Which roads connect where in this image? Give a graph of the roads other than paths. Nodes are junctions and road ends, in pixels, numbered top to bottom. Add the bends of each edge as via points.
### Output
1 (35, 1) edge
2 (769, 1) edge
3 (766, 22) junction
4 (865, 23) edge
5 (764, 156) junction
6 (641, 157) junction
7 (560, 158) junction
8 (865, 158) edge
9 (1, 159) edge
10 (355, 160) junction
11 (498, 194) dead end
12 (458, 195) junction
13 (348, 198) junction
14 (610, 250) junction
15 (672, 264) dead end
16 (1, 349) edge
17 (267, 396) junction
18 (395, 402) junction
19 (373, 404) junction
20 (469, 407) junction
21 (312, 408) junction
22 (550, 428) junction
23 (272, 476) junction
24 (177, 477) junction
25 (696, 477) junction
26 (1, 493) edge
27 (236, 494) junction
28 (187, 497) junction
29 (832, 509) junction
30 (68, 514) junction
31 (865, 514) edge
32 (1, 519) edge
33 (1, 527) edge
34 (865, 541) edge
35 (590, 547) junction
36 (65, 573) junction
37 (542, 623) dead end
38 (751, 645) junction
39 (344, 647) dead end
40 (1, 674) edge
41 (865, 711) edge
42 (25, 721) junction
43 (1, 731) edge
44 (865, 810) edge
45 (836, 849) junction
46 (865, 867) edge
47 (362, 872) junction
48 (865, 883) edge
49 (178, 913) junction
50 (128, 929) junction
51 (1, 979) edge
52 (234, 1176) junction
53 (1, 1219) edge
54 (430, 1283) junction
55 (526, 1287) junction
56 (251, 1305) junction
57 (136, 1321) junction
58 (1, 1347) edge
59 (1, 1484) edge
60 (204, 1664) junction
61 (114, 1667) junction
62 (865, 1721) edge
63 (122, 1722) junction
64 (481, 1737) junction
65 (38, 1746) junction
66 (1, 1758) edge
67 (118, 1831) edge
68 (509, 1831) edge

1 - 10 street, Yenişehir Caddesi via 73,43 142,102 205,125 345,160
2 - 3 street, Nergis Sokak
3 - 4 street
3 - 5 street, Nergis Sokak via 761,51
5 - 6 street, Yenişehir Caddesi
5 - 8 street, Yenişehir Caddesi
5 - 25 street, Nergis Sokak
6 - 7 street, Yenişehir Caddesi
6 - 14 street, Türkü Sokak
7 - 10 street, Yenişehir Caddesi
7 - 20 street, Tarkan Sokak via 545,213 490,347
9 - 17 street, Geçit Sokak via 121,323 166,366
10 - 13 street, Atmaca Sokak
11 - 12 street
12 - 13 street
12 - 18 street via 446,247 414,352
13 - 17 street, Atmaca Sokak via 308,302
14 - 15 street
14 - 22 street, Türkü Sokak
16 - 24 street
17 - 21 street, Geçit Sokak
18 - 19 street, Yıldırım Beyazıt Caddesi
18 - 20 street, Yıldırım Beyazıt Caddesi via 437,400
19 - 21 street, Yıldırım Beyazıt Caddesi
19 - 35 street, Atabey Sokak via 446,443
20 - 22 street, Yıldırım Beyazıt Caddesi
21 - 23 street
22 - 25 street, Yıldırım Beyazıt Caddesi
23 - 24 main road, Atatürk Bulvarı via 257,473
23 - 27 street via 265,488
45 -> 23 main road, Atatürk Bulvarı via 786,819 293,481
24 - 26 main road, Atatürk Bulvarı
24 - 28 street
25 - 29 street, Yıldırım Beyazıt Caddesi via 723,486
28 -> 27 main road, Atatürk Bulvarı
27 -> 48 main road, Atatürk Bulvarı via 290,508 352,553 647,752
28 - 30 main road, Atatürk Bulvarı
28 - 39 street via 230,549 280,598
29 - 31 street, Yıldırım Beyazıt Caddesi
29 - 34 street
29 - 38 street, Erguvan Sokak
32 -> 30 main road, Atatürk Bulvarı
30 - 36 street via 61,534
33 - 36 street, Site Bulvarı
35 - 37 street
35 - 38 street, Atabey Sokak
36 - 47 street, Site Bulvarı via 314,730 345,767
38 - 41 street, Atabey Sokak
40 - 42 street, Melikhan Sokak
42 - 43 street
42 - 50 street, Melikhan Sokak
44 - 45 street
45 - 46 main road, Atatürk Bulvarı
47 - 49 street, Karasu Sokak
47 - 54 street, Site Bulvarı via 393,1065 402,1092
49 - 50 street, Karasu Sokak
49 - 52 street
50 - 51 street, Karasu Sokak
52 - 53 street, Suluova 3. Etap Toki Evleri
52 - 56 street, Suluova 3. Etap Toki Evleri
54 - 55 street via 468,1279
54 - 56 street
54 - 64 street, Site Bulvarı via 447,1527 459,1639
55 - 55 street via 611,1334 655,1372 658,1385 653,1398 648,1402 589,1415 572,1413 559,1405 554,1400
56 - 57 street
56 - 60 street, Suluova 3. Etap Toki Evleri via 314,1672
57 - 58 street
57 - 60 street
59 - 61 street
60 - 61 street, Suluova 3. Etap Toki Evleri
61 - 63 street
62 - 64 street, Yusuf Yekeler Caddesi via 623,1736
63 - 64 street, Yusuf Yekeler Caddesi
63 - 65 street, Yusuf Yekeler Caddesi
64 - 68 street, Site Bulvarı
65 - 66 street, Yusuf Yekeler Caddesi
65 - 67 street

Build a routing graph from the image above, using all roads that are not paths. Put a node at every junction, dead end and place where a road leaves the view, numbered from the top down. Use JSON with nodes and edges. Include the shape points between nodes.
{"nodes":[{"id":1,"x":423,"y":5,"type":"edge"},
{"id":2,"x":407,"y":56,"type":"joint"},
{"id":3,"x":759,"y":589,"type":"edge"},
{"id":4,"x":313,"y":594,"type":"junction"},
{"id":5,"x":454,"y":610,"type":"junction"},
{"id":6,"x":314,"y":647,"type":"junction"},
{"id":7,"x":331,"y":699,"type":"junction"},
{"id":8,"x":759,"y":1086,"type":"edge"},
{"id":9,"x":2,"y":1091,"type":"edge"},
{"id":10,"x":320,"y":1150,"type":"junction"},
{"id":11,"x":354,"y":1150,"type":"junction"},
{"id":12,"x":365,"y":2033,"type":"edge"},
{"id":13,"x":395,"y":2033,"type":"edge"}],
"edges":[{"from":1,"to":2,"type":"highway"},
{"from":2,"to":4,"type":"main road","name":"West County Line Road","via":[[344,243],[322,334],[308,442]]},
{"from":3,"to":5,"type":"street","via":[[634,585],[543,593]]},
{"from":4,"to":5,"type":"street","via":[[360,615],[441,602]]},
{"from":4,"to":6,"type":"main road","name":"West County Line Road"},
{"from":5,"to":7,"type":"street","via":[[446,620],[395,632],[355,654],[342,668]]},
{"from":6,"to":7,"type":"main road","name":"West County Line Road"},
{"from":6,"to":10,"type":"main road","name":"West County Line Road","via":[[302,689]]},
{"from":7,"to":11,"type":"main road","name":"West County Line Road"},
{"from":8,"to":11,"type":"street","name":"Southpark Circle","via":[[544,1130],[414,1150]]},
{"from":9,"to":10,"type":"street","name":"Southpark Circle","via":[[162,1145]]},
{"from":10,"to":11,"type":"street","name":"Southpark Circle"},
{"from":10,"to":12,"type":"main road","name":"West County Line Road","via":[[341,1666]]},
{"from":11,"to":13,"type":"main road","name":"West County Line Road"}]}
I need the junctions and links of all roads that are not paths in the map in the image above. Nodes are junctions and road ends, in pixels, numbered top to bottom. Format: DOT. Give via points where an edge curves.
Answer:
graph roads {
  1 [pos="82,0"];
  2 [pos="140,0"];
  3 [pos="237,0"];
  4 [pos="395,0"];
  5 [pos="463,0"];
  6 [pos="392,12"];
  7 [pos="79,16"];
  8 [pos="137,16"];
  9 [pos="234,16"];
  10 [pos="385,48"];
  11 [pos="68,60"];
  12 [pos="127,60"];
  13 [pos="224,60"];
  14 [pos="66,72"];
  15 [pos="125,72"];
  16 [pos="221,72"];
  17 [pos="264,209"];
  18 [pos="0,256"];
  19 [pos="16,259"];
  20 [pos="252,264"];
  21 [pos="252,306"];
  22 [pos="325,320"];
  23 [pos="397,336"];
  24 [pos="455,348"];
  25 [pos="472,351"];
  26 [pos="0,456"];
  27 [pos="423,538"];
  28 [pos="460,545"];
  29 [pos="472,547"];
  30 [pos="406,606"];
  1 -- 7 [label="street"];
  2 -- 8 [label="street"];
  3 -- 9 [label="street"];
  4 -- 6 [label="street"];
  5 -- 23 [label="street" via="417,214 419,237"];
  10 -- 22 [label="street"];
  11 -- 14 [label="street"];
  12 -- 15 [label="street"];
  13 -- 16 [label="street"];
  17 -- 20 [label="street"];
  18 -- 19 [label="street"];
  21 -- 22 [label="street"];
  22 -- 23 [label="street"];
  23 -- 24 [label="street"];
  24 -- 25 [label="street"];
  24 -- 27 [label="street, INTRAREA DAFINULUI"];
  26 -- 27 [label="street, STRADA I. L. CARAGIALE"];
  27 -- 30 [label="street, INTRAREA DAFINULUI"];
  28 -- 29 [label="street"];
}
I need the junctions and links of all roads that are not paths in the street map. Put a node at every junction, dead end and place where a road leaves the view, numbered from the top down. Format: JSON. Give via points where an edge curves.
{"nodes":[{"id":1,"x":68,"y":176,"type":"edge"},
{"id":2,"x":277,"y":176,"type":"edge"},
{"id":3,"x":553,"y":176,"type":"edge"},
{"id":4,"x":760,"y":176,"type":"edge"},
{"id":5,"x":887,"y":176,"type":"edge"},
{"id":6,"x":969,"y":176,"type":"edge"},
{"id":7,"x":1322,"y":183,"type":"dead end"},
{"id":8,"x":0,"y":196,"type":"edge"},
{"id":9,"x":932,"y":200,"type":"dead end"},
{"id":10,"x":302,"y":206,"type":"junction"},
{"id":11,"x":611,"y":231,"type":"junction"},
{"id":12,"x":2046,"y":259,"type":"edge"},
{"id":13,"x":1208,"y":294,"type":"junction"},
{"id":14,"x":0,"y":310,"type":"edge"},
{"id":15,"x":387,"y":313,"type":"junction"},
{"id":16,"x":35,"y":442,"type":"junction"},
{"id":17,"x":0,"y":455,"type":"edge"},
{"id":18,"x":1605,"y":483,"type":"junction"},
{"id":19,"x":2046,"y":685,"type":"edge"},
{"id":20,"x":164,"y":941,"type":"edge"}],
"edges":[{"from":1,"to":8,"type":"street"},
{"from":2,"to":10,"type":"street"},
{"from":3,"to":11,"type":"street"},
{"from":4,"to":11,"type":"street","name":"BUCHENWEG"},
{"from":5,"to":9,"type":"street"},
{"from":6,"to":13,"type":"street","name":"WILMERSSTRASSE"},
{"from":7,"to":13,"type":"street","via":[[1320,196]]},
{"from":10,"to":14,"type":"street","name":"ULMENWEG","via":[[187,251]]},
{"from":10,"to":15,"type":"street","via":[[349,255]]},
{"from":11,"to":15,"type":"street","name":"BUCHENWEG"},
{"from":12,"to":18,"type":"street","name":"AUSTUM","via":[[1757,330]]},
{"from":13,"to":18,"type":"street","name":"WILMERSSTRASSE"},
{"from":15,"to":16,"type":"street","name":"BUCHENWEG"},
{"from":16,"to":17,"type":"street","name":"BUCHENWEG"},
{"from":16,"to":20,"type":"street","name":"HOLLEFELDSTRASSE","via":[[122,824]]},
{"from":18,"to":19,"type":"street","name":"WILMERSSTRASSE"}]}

■ Instructions to follow ■
Find how many lines of the preceding data contain "place", and answer with that number only.

■ The completed task ■
2